En mayo de 2026, el indicador sintético de la actividad de la construcción (ISAC) reportó un incremento del 6,3% en comparación con el mes anterior. Sin embargo, este crecimiento se inscribe dentro de un patrón errático que ha sido caracterizado como "modo serrucho", donde las alzas en la actividad se ven seguidas de caídas en meses sucesivos. A pesar de este repunte, el acumulado de los primeros cinco meses del año muestra un aumento del 2,5% en comparación con el mismo período de 2025, lo que sugiere que, aunque hay señales positivas, la recuperación del sector aún no se encuentra consolidada, como lo indica el último informe del INDEC.

Los datos desglosados del consumo en la construcción revelan variaciones significativas en varios insumos clave. Por ejemplo, se observó un notable incremento del 23,6% en el consumo de pinturas para construcción, así como un aumento del 18,3% en otros insumos como grifería, tubos de acero sin costura y vidrio. Otros materiales también mostraron buenos resultados, con subas del 11,1% en mosaicos, del 10,1% en hormigón elaborado y del 9,6% en hierro redondo y aceros. Estos números indican una demanda activa en ciertos sectores, a pesar de la inestabilidad generalizada.

Sin embargo, no todos los segmentos de la construcción están en ascenso. Se reportaron caídas significativas en productos tales como pisos y revestimientos cerámicos, que descendieron un 19,6%, y en asfalto, que tuvo un descenso del 8,2%. Además, los ladrillos huecos y las placas de yeso también experimentaron caídas del 8,0% y 7,8%, respectivamente. Esta disparidad en las cifras refleja un panorama mixto, donde algunos insumos están en auge mientras que otros enfrentan una contracción preocupante.

Un aspecto relevante que complementa la información del ISAC es el estado del empleo en el sector de la construcción. En abril de 2026, el número de puestos de trabajo registrados en la construcción privada mostró un incremento del 1,2% en relación al mismo mes del año anterior. Este leve aumento sugiere que, a pesar de las fluctuaciones en la actividad, el sector está generando algunos puestos de trabajo nuevos, lo que podría ser un indicio de una recuperación gradual.

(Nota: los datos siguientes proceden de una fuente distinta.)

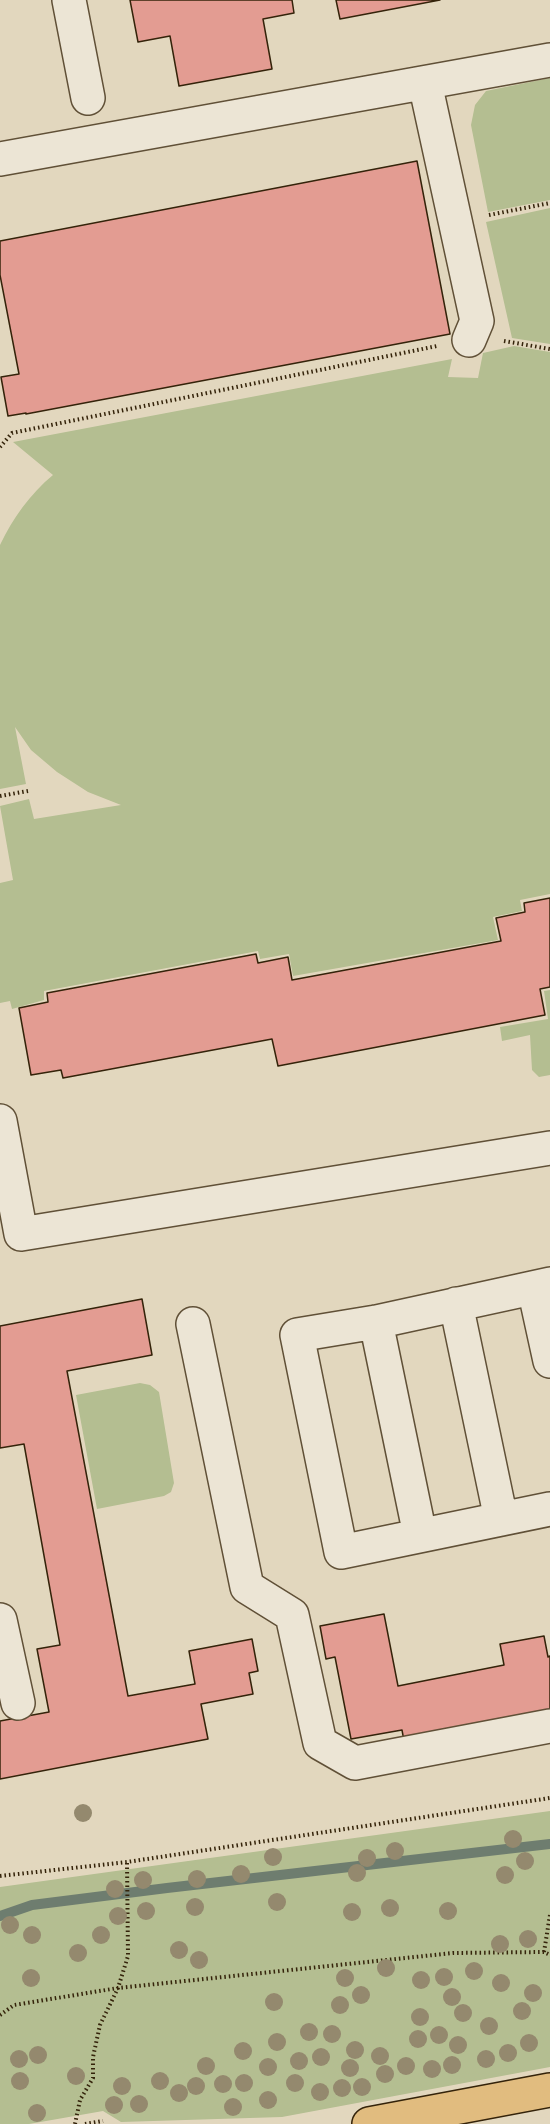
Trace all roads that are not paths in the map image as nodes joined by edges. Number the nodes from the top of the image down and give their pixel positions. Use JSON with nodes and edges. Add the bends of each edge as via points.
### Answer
{"nodes":[{"id":1,"x":69,"y":0,"type":"edge"},
{"id":2,"x":550,"y":60,"type":"edge"},
{"id":3,"x":425,"y":83,"type":"junction"},
{"id":4,"x":88,"y":98,"type":"dead end"},
{"id":5,"x":0,"y":159,"type":"edge"},
{"id":6,"x":473,"y":330,"type":"road end"},
{"id":7,"x":0,"y":1122,"type":"edge"},
{"id":8,"x":550,"y":1148,"type":"edge"},
{"id":9,"x":11,"y":1236,"type":"edge"},
{"id":10,"x":542,"y":1286,"type":"edge"},
{"id":11,"x":456,"y":1304,"type":"junction"},
{"id":12,"x":376,"y":1322,"type":"junction"},
{"id":13,"x":193,"y":1324,"type":"dead end"},
{"id":14,"x":550,"y":1361,"type":"edge"},
{"id":15,"x":550,"y":1509,"type":"edge"},
{"id":16,"x":501,"y":1519,"type":"junction"},
{"id":17,"x":420,"y":1535,"type":"junction"},
{"id":18,"x":0,"y":1620,"type":"edge"},
{"id":19,"x":18,"y":1703,"type":"dead end"},
{"id":20,"x":550,"y":1726,"type":"edge"},
{"id":21,"x":550,"y":2090,"type":"edge"},
{"id":22,"x":369,"y":2124,"type":"edge"}],
"edges":[{"from":1,"to":4,"type":"lane"},
{"from":2,"to":3,"type":"lane"},
{"from":3,"to":5,"type":"lane"},
{"from":3,"to":6,"type":"lane","via":[[455,221]]},
{"from":7,"to":9,"type":"lane"},
{"from":8,"to":9,"type":"lane"},
{"from":10,"to":11,"type":"lane"},
{"from":10,"to":14,"type":"lane"},
{"from":11,"to":12,"type":"lane"},
{"from":11,"to":16,"type":"lane"},
{"from":12,"to":17,"type":"lane"},
{"from":12,"to":17,"type":"lane","via":[[297,1335],[341,1552]]},
{"from":13,"to":20,"type":"lane","via":[[248,1587],[292,1615],[320,1743],[355,1763]]},
{"from":15,"to":16,"type":"lane"},
{"from":16,"to":17,"type":"lane"},
{"from":18,"to":19,"type":"lane"},
{"from":21,"to":22,"type":"main road"}]}
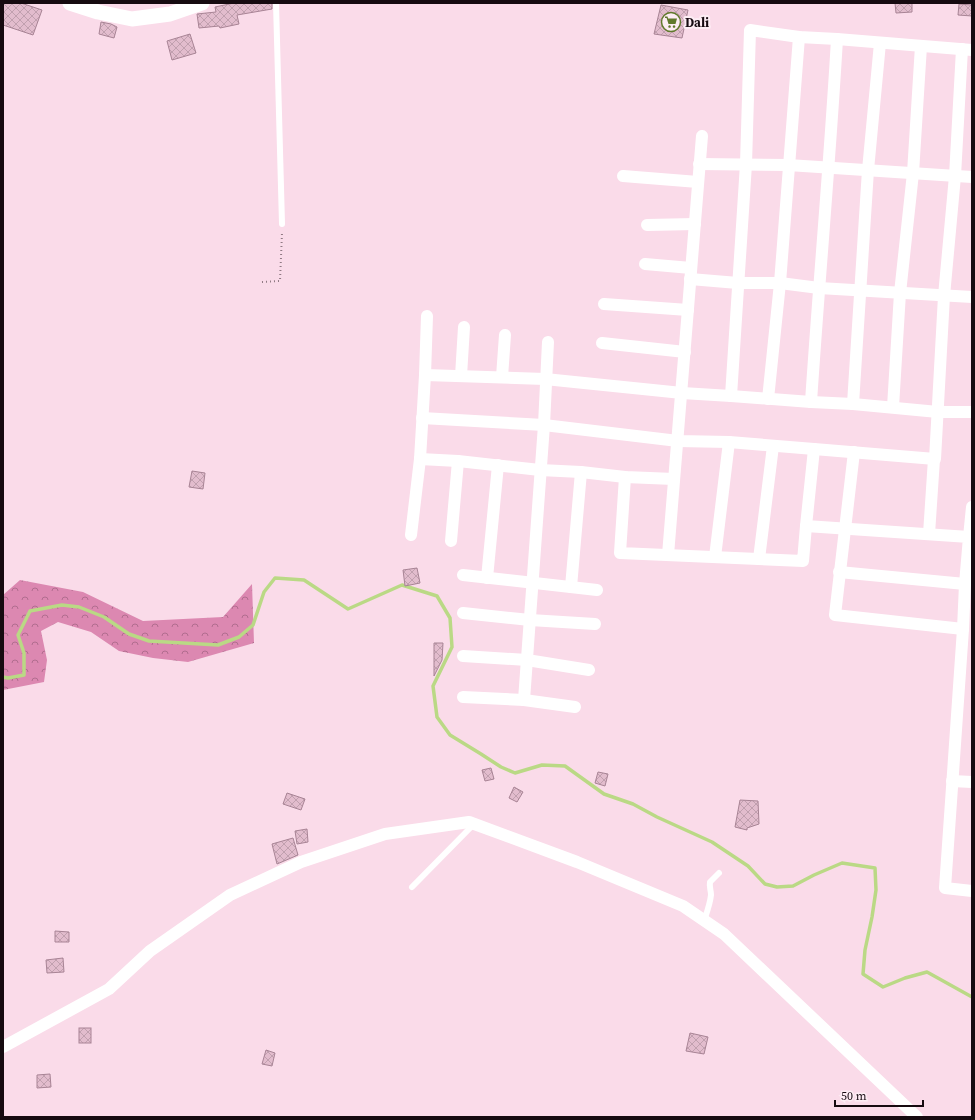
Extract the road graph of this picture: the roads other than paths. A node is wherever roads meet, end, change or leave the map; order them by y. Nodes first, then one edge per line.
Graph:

El acumulado de empleo desde enero hasta abril de 2026 también presenta un crecimiento del 1,2% respecto al mismo período del año anterior. Este hecho es significativo, ya que el empleo es un indicador clave para medir la salud de la economía en general y del sector de la construcción en particular. Si bien estos números son alentadores, es fundamental analizar si este crecimiento en el empleo se mantendrá en el futuro cercano, dado el contexto económico incierto.

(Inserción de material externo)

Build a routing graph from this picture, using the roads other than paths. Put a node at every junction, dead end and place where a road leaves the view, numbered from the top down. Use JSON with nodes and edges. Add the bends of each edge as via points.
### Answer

En conclusión, la actividad de la construcción en Argentina sigue en un complicado estado de recuperación. Si bien mayo mostró un crecimiento del 4,1% interanual y se registraron aumentos en ciertos insumos, la fluctuación continua y las caídas en otros sectores plantean serias interrogantes sobre la estabilidad del mercado. Las autoridades y los actores del sector deberán prestar atención a estas dinámicas para poder fomentar un crecimiento sostenido y evitar que la construcción siga siendo víctima de este "modo serrucho".